Start of TASK MATERIAL
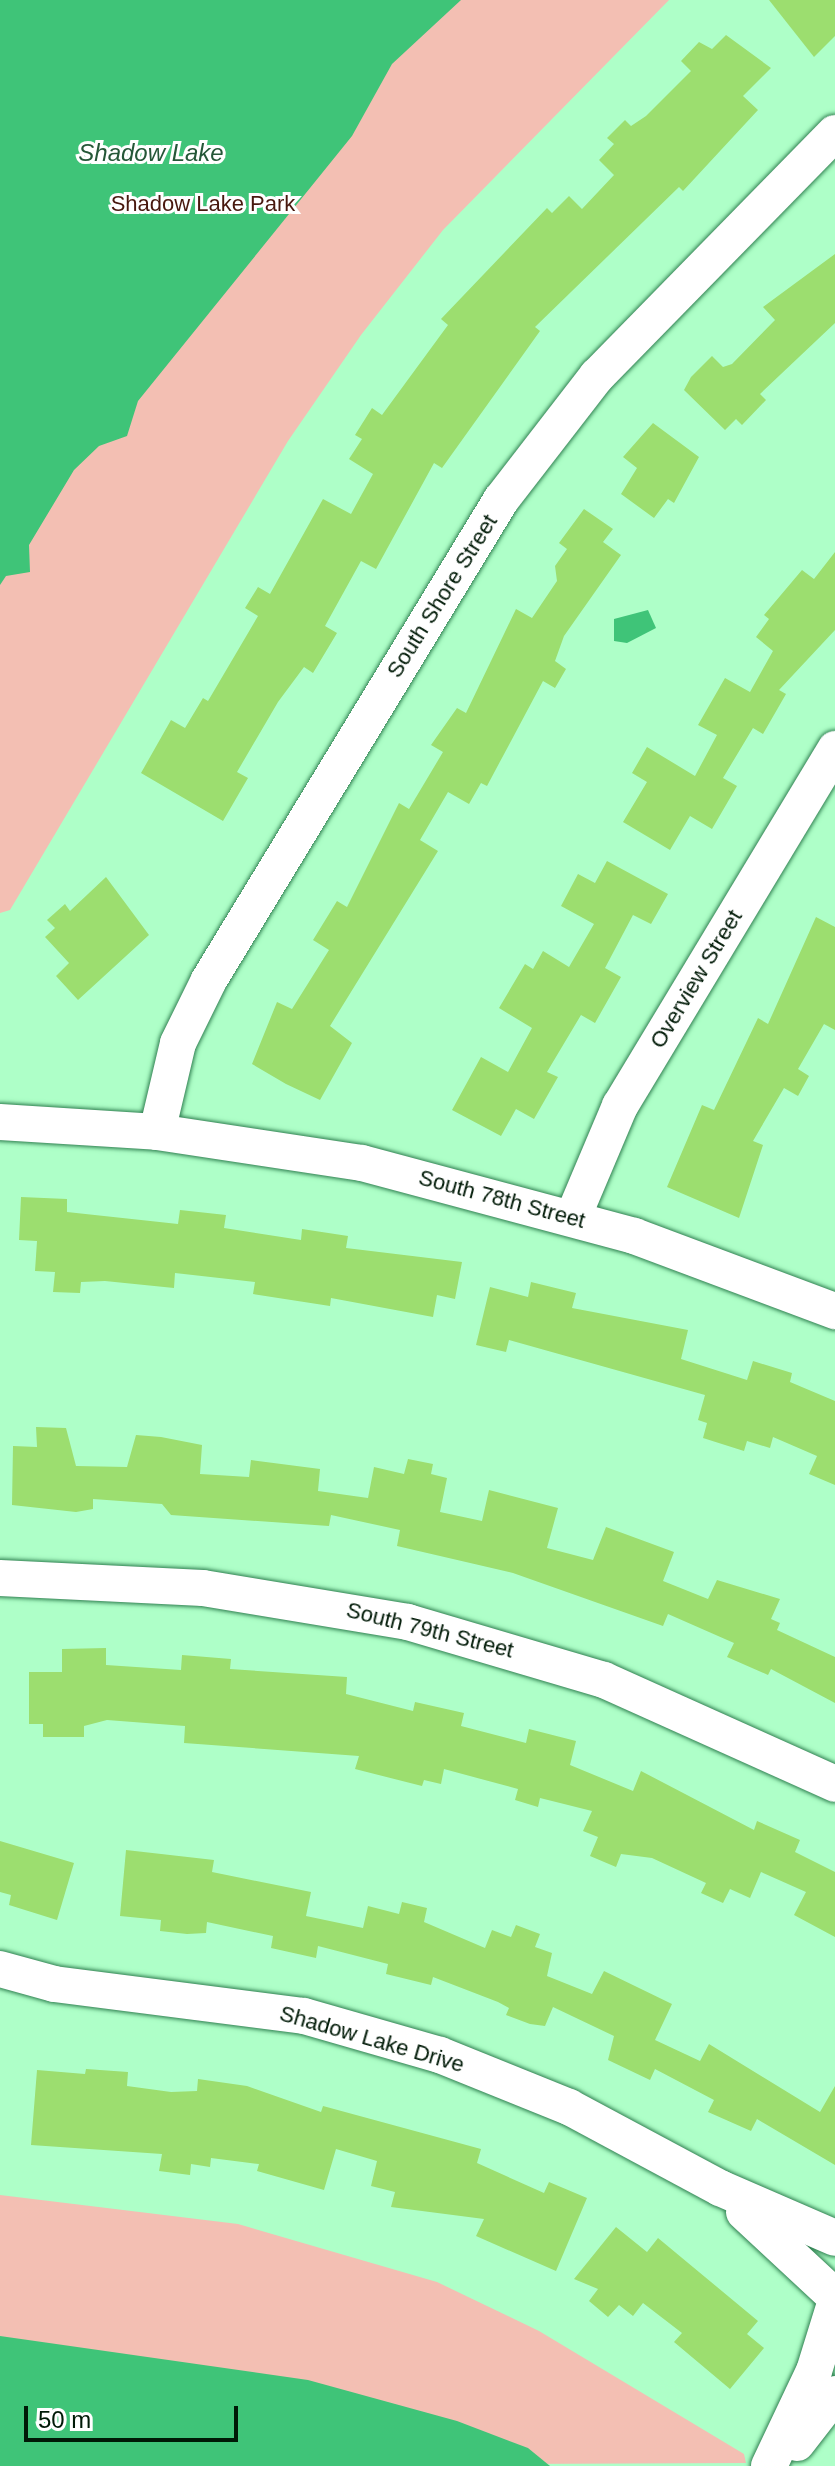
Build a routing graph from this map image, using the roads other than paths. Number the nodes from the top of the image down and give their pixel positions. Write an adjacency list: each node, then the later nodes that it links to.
1 (835, 133): 4 (street, South Shore Street)
2 (835, 749): 5 (street, Overview Street)
3 (0, 1122): 4 (street)
4 (157, 1132): 5 (street, South 78th Street)
5 (573, 1217): 6 (street, South 78th Street)
6 (835, 1311)
7 (0, 1578): 8 (street, South 79th Street)
8 (835, 1784)
9 (0, 1969): 10 (street, Shadow Lake Drive)
10 (720, 2188): 11 (street, Shadow Lake Drive); 12 (street, Shadow Lake Drive)
11 (835, 2238)
12 (833, 2296): 14 (street)
13 (835, 2394): 15 (street)
14 (769, 2466)
15 (778, 2466)

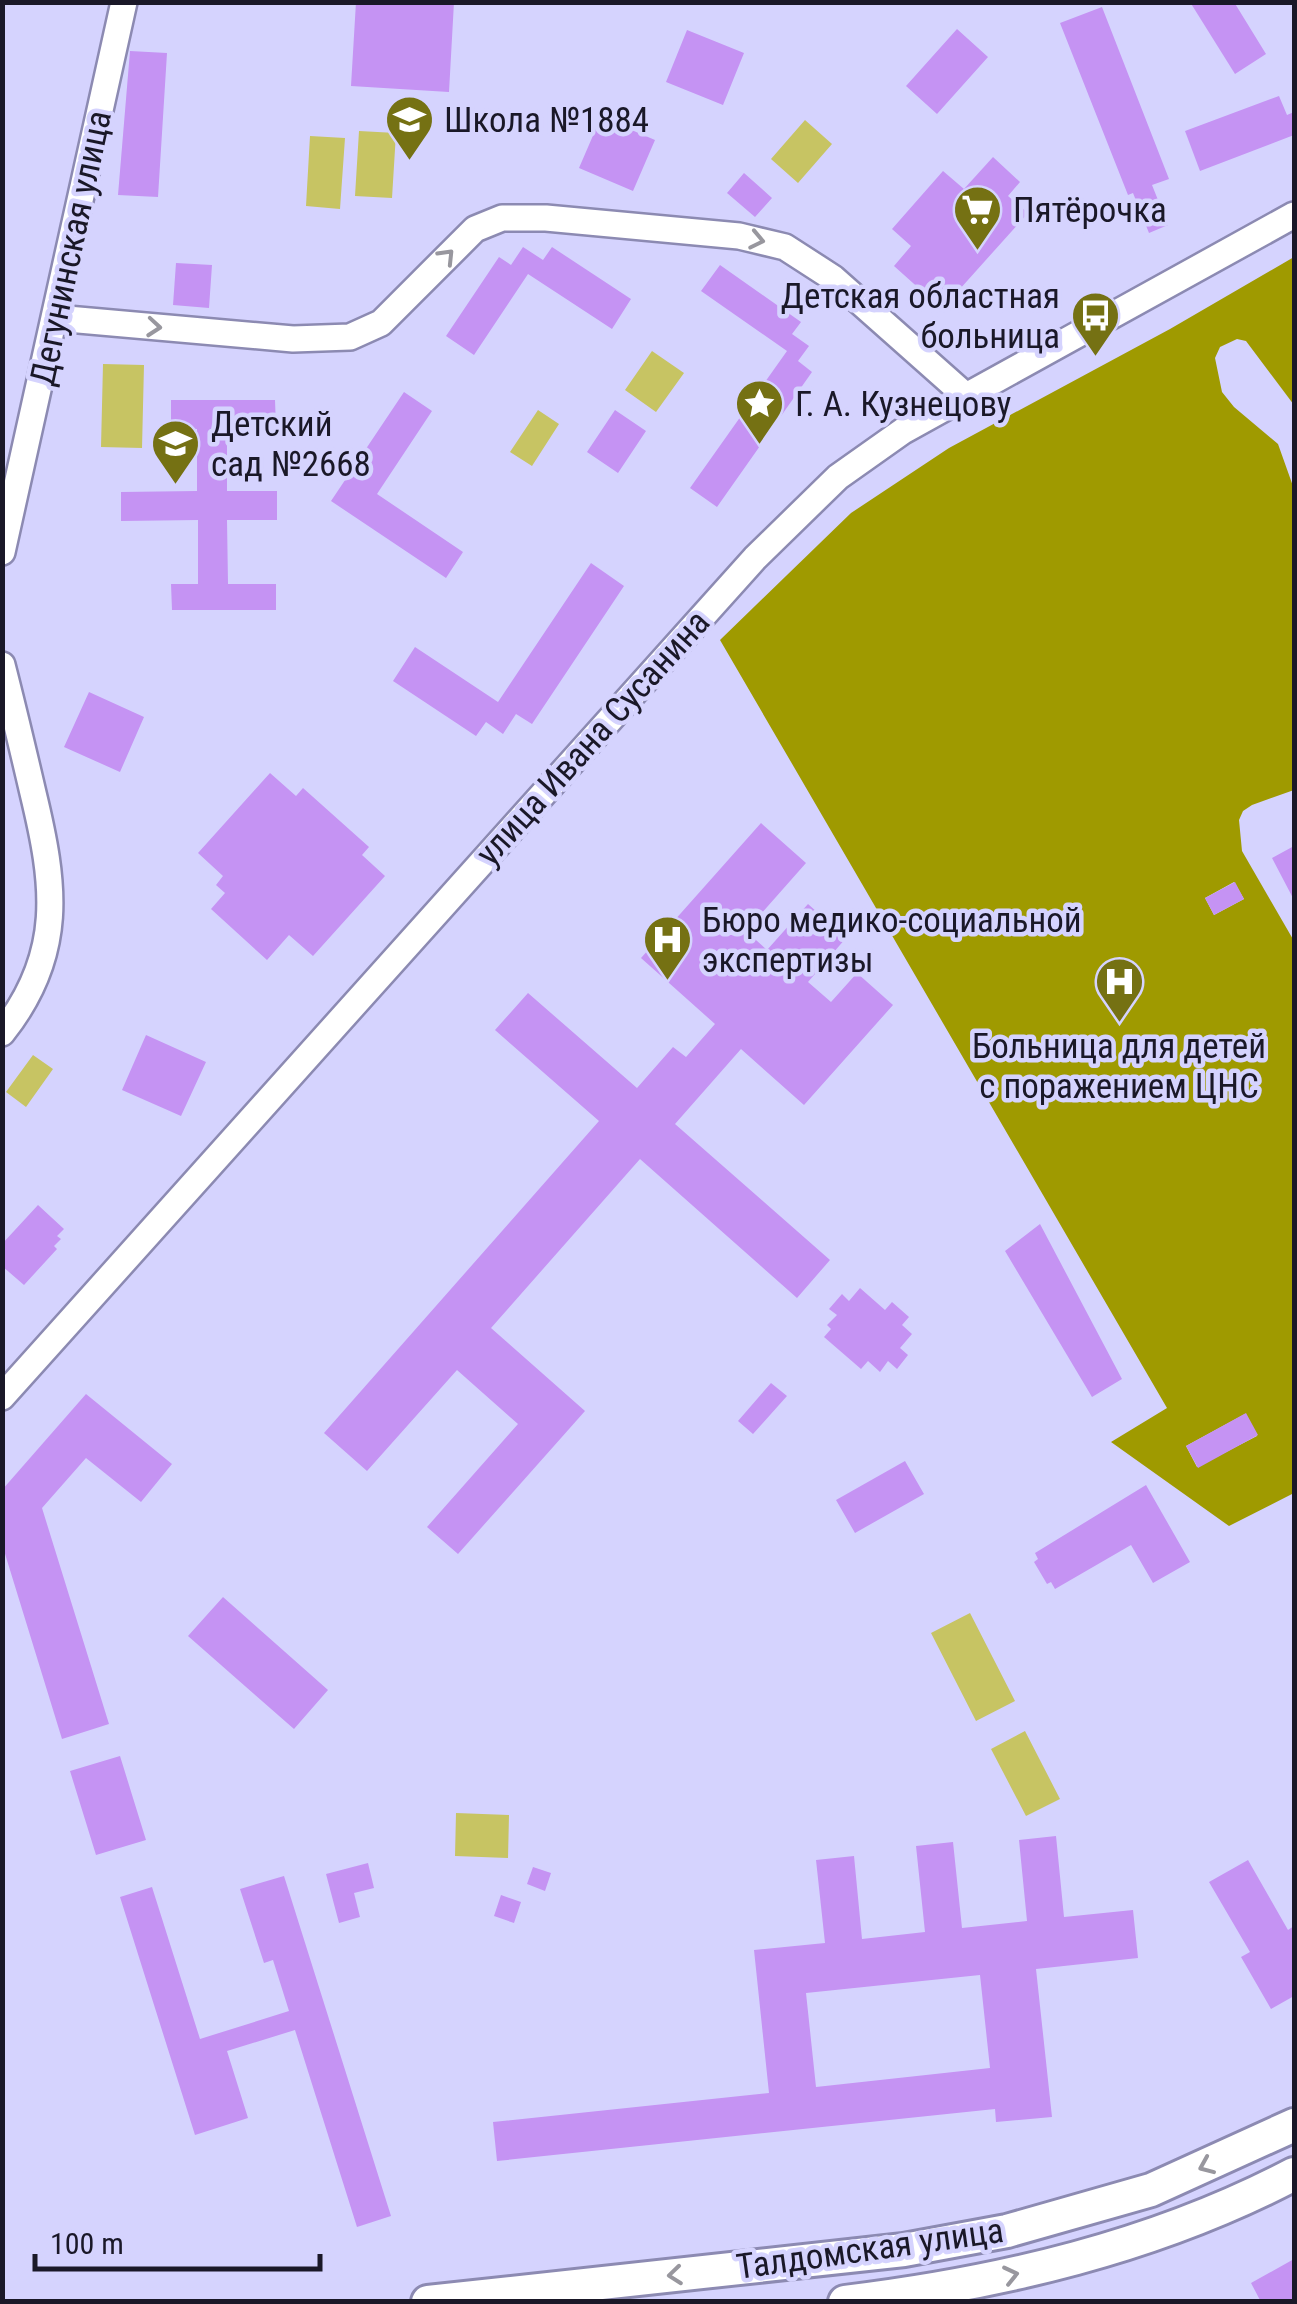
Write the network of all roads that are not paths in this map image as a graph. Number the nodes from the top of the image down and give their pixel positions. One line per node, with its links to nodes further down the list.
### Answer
1 (124, 2): 3 (street, Дегунинская улица)
2 (1294, 215): 4 (street, улица Ивана Сусанина)
3 (56, 318): 4 (street, one-way to 4); 5 (street, Дегунинская улица)
4 (966, 396): 8 (street, улица Ивана Сусанина)
5 (2, 552)
6 (2, 665): 7 (street)
7 (2, 1033)
8 (2, 1397)
9 (1294, 2125): 11 (main road, Талдомская улица, one-way to 11)
10 (1294, 2174): 12 (main road, Талдомская улица, one-way to 10)
11 (958, 2241): 12 (street); 13 (main road, Талдомская улица, one-way to 13)
12 (965, 2285): 14 (main road, Талдомская улица)
13 (428, 2302)
14 (845, 2302)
End of TASK MATERIAL
ASSIGNED TASK —
Your answer must be a verbatim copy of the entries above, with no images included.

SOLUTION FOR THIS PROBLEM —
Build a routing graph from this map image, using the roads other than paths. Number the nodes from the top of the image down and give their pixel positions. Write an adjacency list: each node, then the later nodes that it links to.
1 (835, 133): 4 (street, South Shore Street)
2 (835, 749): 5 (street, Overview Street)
3 (0, 1122): 4 (street)
4 (157, 1132): 5 (street, South 78th Street)
5 (573, 1217): 6 (street, South 78th Street)
6 (835, 1311)
7 (0, 1578): 8 (street, South 79th Street)
8 (835, 1784)
9 (0, 1969): 10 (street, Shadow Lake Drive)
10 (720, 2188): 11 (street, Shadow Lake Drive); 12 (street, Shadow Lake Drive)
11 (835, 2238)
12 (833, 2296): 14 (street)
13 (835, 2394): 15 (street)
14 (769, 2466)
15 (778, 2466)

Write the network of all roads that are not paths in this map image as a graph. Number the nodes from the top of the image down and give their pixel positions. One line per node, with its links to nodes further down the list.
### Answer
1 (124, 2): 3 (street, Дегунинская улица)
2 (1294, 215): 4 (street, улица Ивана Сусанина)
3 (56, 318): 4 (street, one-way to 4); 5 (street, Дегунинская улица)
4 (966, 396): 8 (street, улица Ивана Сусанина)
5 (2, 552)
6 (2, 665): 7 (street)
7 (2, 1033)
8 (2, 1397)
9 (1294, 2125): 11 (main road, Талдомская улица, one-way to 11)
10 (1294, 2174): 12 (main road, Талдомская улица, one-way to 10)
11 (958, 2241): 12 (street); 13 (main road, Талдомская улица, one-way to 13)
12 (965, 2285): 14 (main road, Талдомская улица)
13 (428, 2302)
14 (845, 2302)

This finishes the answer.